Every long-running Nintendo franchise is beloved, but not every Nintendo fan loves each franchise equally. I’ve loved Mario and Zelda for as long as I can remember. My first Metroid game was Metroid Prime, and I’ve loved the series ever since. But my first foray into Luigi’s Mansion came two years ago with the arrival of the third game (and I loved it). Animal Crossing is another widely beloved series that I’ve never given the time of day. Until now, that is.
The hype for Animal Crossing: New Horizons won me over in a big way several months back. The warm and positive vibes put out by the fanbase on Twitter, and by Nintendo themselves, was enough to convince me that this game would provide wholesome and delightful content. My partner is also a lifelong fan of the series and its release happened to fall on our anniversary, so I picked it up for us to play together and, wow, what an experience this game is. Oh, the wasted years.
For a first-timer, Animal Crossing: New Horizons does a great job of easing you in slowly, as all Nintendo games do (except, maybe, Breath of the Wild). But where I did feel a little lost was with the characters you meet. These characters are so popular, so joked about, used as memes on a daily basis, that they feel both like friends and strangers to me. I know the capitalism jokes that surround Tom Nook, and how much people love the way that K.K. Slider talks and acts. Now, finally, I get to see where these jokes come from.
I’ve met Tom Nook, and he’s lovely! He offers you an island and a tent that quickly and miraculously transforms into a house. You pay your loan back in a fake currency that you accumulate by being a decent member of the community; there’s no deadline and no interest. Tom Nook is a good person and a bad capitalist, and for that I won’t hear a bad word said against him.
As for why I never took to Animal Crossing before, I had always been put off by the lack of a clear-cut objective. I like narrative and direction. I like progression and achieving goals. I like games that lure players in with lore, aesthetics, story, and a satisfying gameplay loop. Animal Crossing seemed to be lacking all of that. And, yes, I was very wrong. Animal Crossing has all of the things I look for in a game; I just didn’t know that until I finally played it for myself.
There is a narrative in Animal Crossing, it’s just one that you have to make yourself. The game is about building relationships within a growing community over time. These relationships grow so slowly and organically that they create a more absorbing and tangible narrative than most offered by your typical story-driven video games. I had no idea this was possible until I jumped into it. Your narrative is one that you have to maintain. It leads you but you also have to nurture it; there’s a delicate and engrossing balancing act that you have to play as you make choices, complete favours, and encourage conversation with your new neighbours.
As for direction, that’s there as well. It’s faint, but it’s present in a number of clever ways. When I first arrived on the island, I was met with a fanfare and a presentation. I was given the option to design my character, pick a land layout for my island, which hemisphere I wanted to be in (in order to match the seasons to my own), and even where to pitch my tent, which would soon become a house. From there, it’s a lot of following your gut. There are two other new locals who have arrived with you: talk to them. You explore and realised that there are impassable rivers, so you know that you are restricted to about a third of the island right now. These limitations veer you in certain directions. And, if you still feel lost, you can literally ask Tom Nook: “What should I do?”

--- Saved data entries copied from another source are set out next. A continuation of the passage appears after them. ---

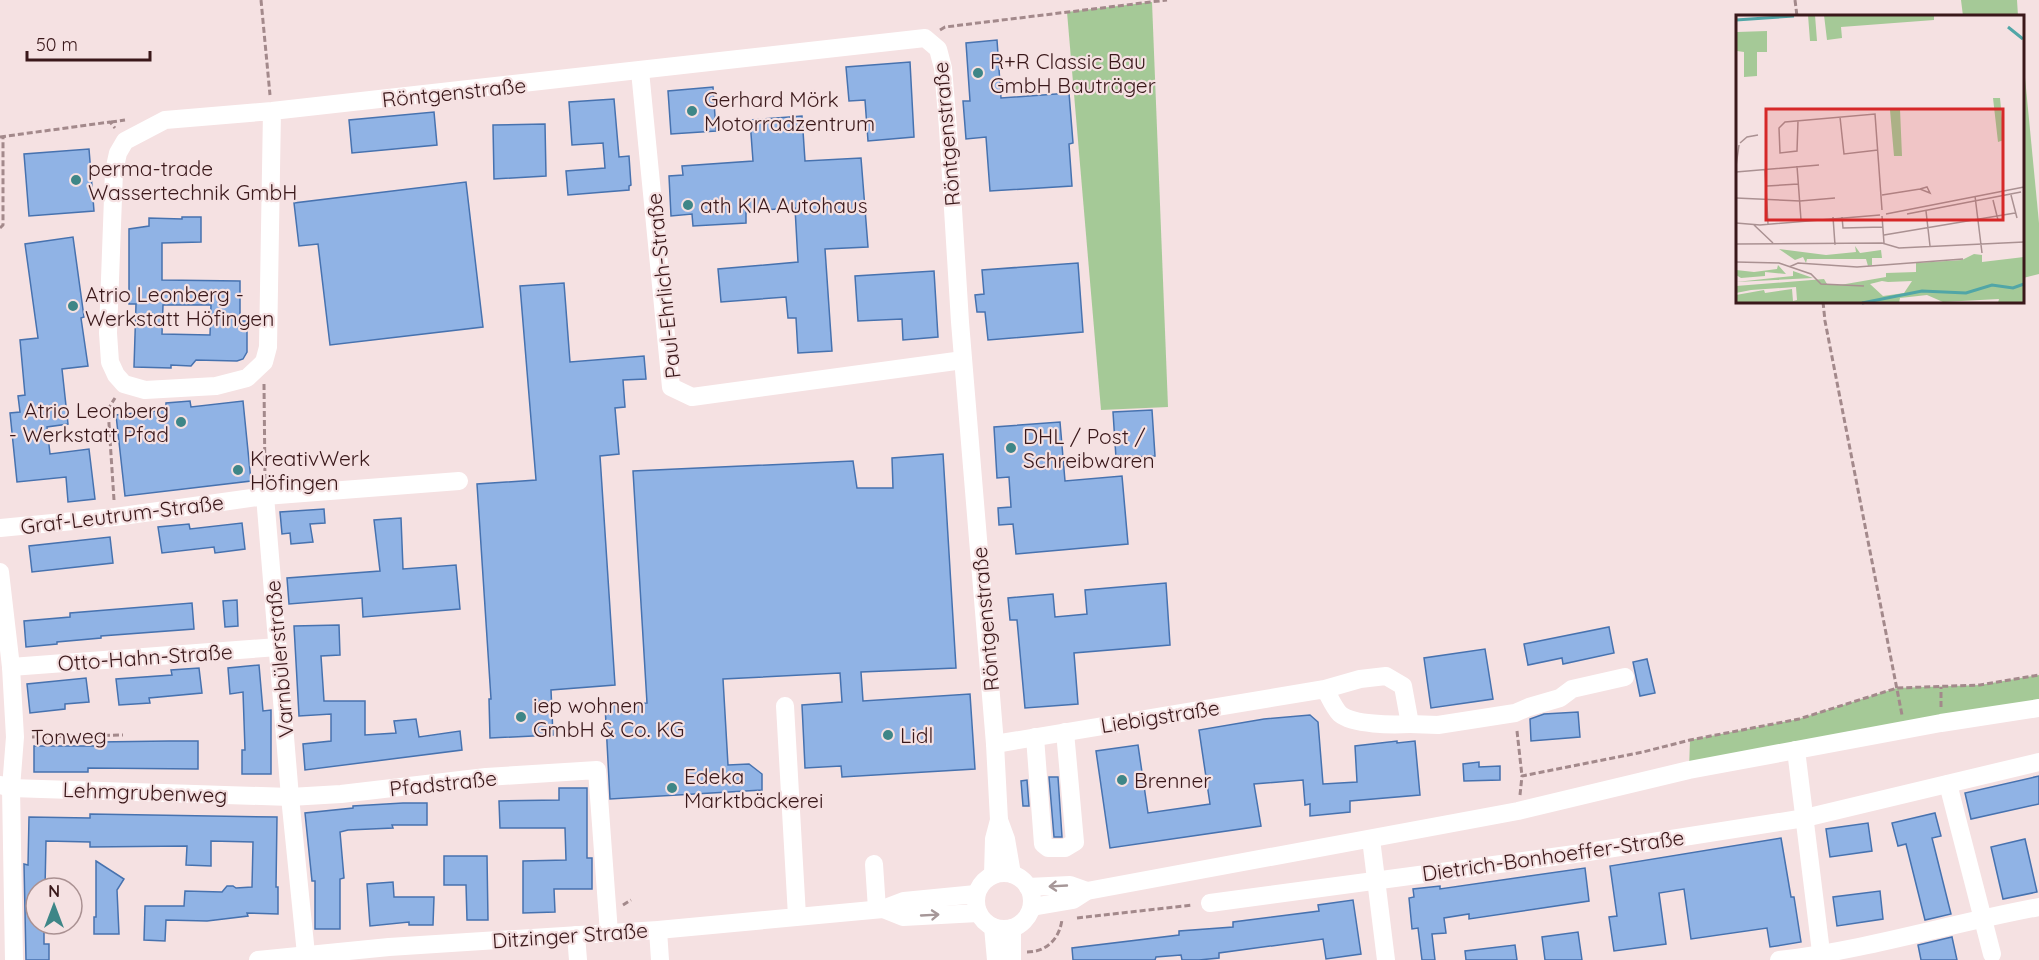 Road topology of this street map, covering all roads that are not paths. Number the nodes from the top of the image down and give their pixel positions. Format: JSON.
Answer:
{"nodes":[{"id":1,"x":640,"y":71,"type":"junction"},
{"id":2,"x":272,"y":111,"type":"junction"},
{"id":3,"x":963,"y":360,"type":"junction"},
{"id":4,"x":459,"y":481,"type":"dead end"},
{"id":5,"x":266,"y":496,"type":"junction"},
{"id":6,"x":0,"y":528,"type":"edge"},
{"id":7,"x":0,"y":572,"type":"edge"},
{"id":8,"x":278,"y":647,"type":"junction"},
{"id":9,"x":11,"y":667,"type":"junction"},
{"id":10,"x":1625,"y":677,"type":"dead end"},
{"id":11,"x":1325,"y":689,"type":"junction"},
{"id":12,"x":785,"y":706,"type":"dead end"},
{"id":13,"x":2039,"y":708,"type":"edge"},
{"id":14,"x":1410,"y":724,"type":"junction"},
{"id":15,"x":1065,"y":732,"type":"junction"},
{"id":16,"x":1035,"y":737,"type":"junction"},
{"id":17,"x":996,"y":744,"type":"junction"},
{"id":18,"x":1796,"y":750,"type":"junction"},
{"id":19,"x":2039,"y":762,"type":"edge"},
{"id":20,"x":1948,"y":784,"type":"junction"},
{"id":21,"x":6,"y":786,"type":"edge"},
{"id":22,"x":290,"y":796,"type":"junction"},
{"id":23,"x":1805,"y":818,"type":"junction"},
{"id":24,"x":999,"y":820,"type":"junction"},
{"id":25,"x":1371,"y":839,"type":"junction"},
{"id":26,"x":874,"y":864,"type":"dead end"},
{"id":27,"x":1012,"y":873,"type":"junction"},
{"id":28,"x":993,"y":875,"type":"junction"},
{"id":29,"x":1376,"y":881,"type":"junction"},
{"id":30,"x":1028,"y":887,"type":"junction"},
{"id":31,"x":1087,"y":891,"type":"junction"},
{"id":32,"x":976,"y":894,"type":"junction"},
{"id":33,"x":1210,"y":903,"type":"road end"},
{"id":34,"x":1032,"y":907,"type":"junction"},
{"id":35,"x":2039,"y":907,"type":"edge"},
{"id":36,"x":880,"y":909,"type":"junction"},
{"id":37,"x":978,"y":913,"type":"junction"},
{"id":38,"x":797,"y":916,"type":"junction"},
{"id":39,"x":1983,"y":917,"type":"junction"},
{"id":40,"x":993,"y":927,"type":"junction"},
{"id":41,"x":1012,"y":928,"type":"junction"},
{"id":42,"x":658,"y":930,"type":"junction"},
{"id":43,"x":609,"y":933,"type":"junction"},
{"id":44,"x":576,"y":935,"type":"junction"},
{"id":45,"x":306,"y":954,"type":"junction"},
{"id":46,"x":1992,"y":954,"type":"dead end"},
{"id":47,"x":1007,"y":958,"type":"edge"},
{"id":48,"x":1822,"y":958,"type":"edge"},
{"id":49,"x":14,"y":960,"type":"edge"},
{"id":50,"x":258,"y":960,"type":"edge"},
{"id":51,"x":578,"y":960,"type":"edge"},
{"id":52,"x":660,"y":960,"type":"edge"},
{"id":53,"x":1386,"y":960,"type":"edge"},
{"id":54,"x":1779,"y":960,"type":"edge"}],
"edges":[{"from":1,"to":2,"type":"street","name":"Röntgenstraße"},
{"from":1,"to":3,"type":"street","name":"Paul-Ehrlich-Straße"},
{"from":1,"to":3,"type":"street","name":"Röntgenstraße"},
{"from":2,"to":2,"type":"street","name":"Röntgenstraße"},
{"from":3,"to":17,"type":"street","name":"Röntgenstraße"},
{"from":4,"to":5,"type":"street","name":"Graf-Leutrum-Straße"},
{"from":5,"to":6,"type":"street","name":"Graf-Leutrum-Straße"},
{"from":5,"to":8,"type":"street","name":"Varnbülerstraße"},
{"from":7,"to":9,"type":"street","name":"Tonweg"},
{"from":8,"to":9,"type":"street","name":"Otto-Hahn-Straße"},
{"from":8,"to":22,"type":"street","name":"Varnbülerstraße"},
{"from":9,"to":21,"type":"street","name":"Tonweg"},
{"from":10,"to":14,"type":"street"},
{"from":11,"to":14,"type":"street"},
{"from":11,"to":14,"type":"street","name":"Liebigstraße"},
{"from":11,"to":15,"type":"street","name":"Liebigstraße"},
{"from":12,"to":38,"type":"street"},
{"from":13,"to":18,"type":"street"},
{"from":15,"to":16,"type":"street","name":"Liebigstraße"},
{"from":15,"to":16,"type":"street"},
{"from":16,"to":17,"type":"street","name":"Liebigstraße"},
{"from":17,"to":24,"type":"street","name":"Röntgenstraße"},
{"from":18,"to":23,"type":"street"},
{"from":18,"to":25,"type":"street"},
{"from":19,"to":20,"type":"street","name":"Dietrich-Bonhoeffer-Straße"},
{"from":20,"to":23,"type":"street","name":"Dietrich-Bonhoeffer-Straße"},
{"from":20,"to":39,"type":"street"},
{"from":21,"to":22,"type":"street","name":"Lehmgrubenweg"},
{"from":21,"to":49,"type":"street","name":"Tonweg"},
{"from":22,"to":43,"type":"street","name":"Pfadstraße"},
{"from":22,"to":45,"type":"street","name":"Varnbülerstraße"},
{"from":23,"to":29,"type":"street","name":"Dietrich-Bonhoeffer-Straße"},
{"from":23,"to":48,"type":"street"},
{"from":24,"to":27,"type":"street","name":"Röntgenstraße"},
{"from":24,"to":28,"type":"street","name":"Röntgenstraße"},
{"from":25,"to":29,"type":"street"},
{"from":25,"to":31,"type":"street"},
{"from":26,"to":36,"type":"street"},
{"from":27,"to":28,"type":"street"},
{"from":27,"to":30,"type":"street"},
{"from":28,"to":32,"type":"street"},
{"from":29,"to":33,"type":"street","name":"Dietrich-Bonhoeffer-Straße"},
{"from":29,"to":53,"type":"street"},
{"from":31,"to":30,"type":"street","one_way":true},
{"from":30,"to":34,"type":"street"},
{"from":31,"to":34,"type":"street"},
{"from":32,"to":36,"type":"street","name":"Ditzinger Straße"},
{"from":32,"to":37,"type":"street"},
{"from":34,"to":41,"type":"street"},
{"from":35,"to":39,"type":"street"},
{"from":36,"to":37,"type":"street","name":"Ditzinger Straße","one_way":true},
{"from":36,"to":38,"type":"street","name":"Ditzinger Straße"},
{"from":37,"to":40,"type":"street"},
{"from":38,"to":42,"type":"street","name":"Ditzinger Straße"},
{"from":39,"to":46,"type":"street"},
{"from":39,"to":48,"type":"street"},
{"from":40,"to":41,"type":"street"},
{"from":40,"to":47,"type":"street"},
{"from":41,"to":47,"type":"street"},
{"from":42,"to":43,"type":"street","name":"Ditzinger Straße"},
{"from":42,"to":52,"type":"street"},
{"from":43,"to":44,"type":"street","name":"Ditzinger Straße"},
{"from":44,"to":45,"type":"street","name":"Ditzinger Straße"},
{"from":44,"to":51,"type":"street"},
{"from":45,"to":50,"type":"street","name":"Ditzinger Straße"},
{"from":48,"to":54,"type":"street"}]}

And what you end up doing slowly informs your direction and becomes your routine. That’s the loveliest thing about this game: it encourages routine, and that routine leads to growth and change on your island. You can shake trees to gather fruit and branches. You can use the branches to make an axe or a shovel. You can eat the fruit to give your character the strength to use the shovel to dig up the tree. Slowly, the mechanics begin to inform one another and open up new possibilities of play.
I knew, going into this game, that there was no end goal. I had been shown and told that this game is a marathon, not a sprint. There are daily log-in bonuses. There are changes that occur overnight. Each morning, Toom Nook makes a speech about what’s new on the island. And you are a part of that change. You are growing the community. First, by weeding the land and gathering supplies to make tools. Then by helping new arrivals to build shops and even a museum. Soon enough, you’re planting flowers, traversing new areas, moving the trees and rocks around, and building a town out of what was so recently a barren island.
What’s remarkable is how quickly the game draws you in. I heard from my partner and others that the fictional community that you become part of is so colourful and vibrant that it lures you in and makes you feel a part of something special. And while I’ve had this same feeling when reading novels and playing JRPGs, I never thought it could happen with a small town full of anthropomorphic animals who spend their days fishing and catching bugs. But it does. It happens almost immediately.
The kindly father figure role that Tom Nook affects makes you immediately feel like you can rely on him. Your new neighbours always have something new to say; they each have their own unique and clearly written personalities; they go about their day performing tasks and looking busy. The community is alive and well.
I’m only a few days into Animal Crossing: New Horizons but I’ve already managed to open the museum and, let me tell you, switching on the game this morning to see a brand new and enormous museum sat by the beach, filled with rooms to explore that are wonderfully lit and gorgeously detailed, it was elating. And then to see all the bugs, fish, and fossils I’ve collected slowly filling in that beautiful but empty space was a joy. My mission, right now, is to simply collect as many critters to populate the museum as possible.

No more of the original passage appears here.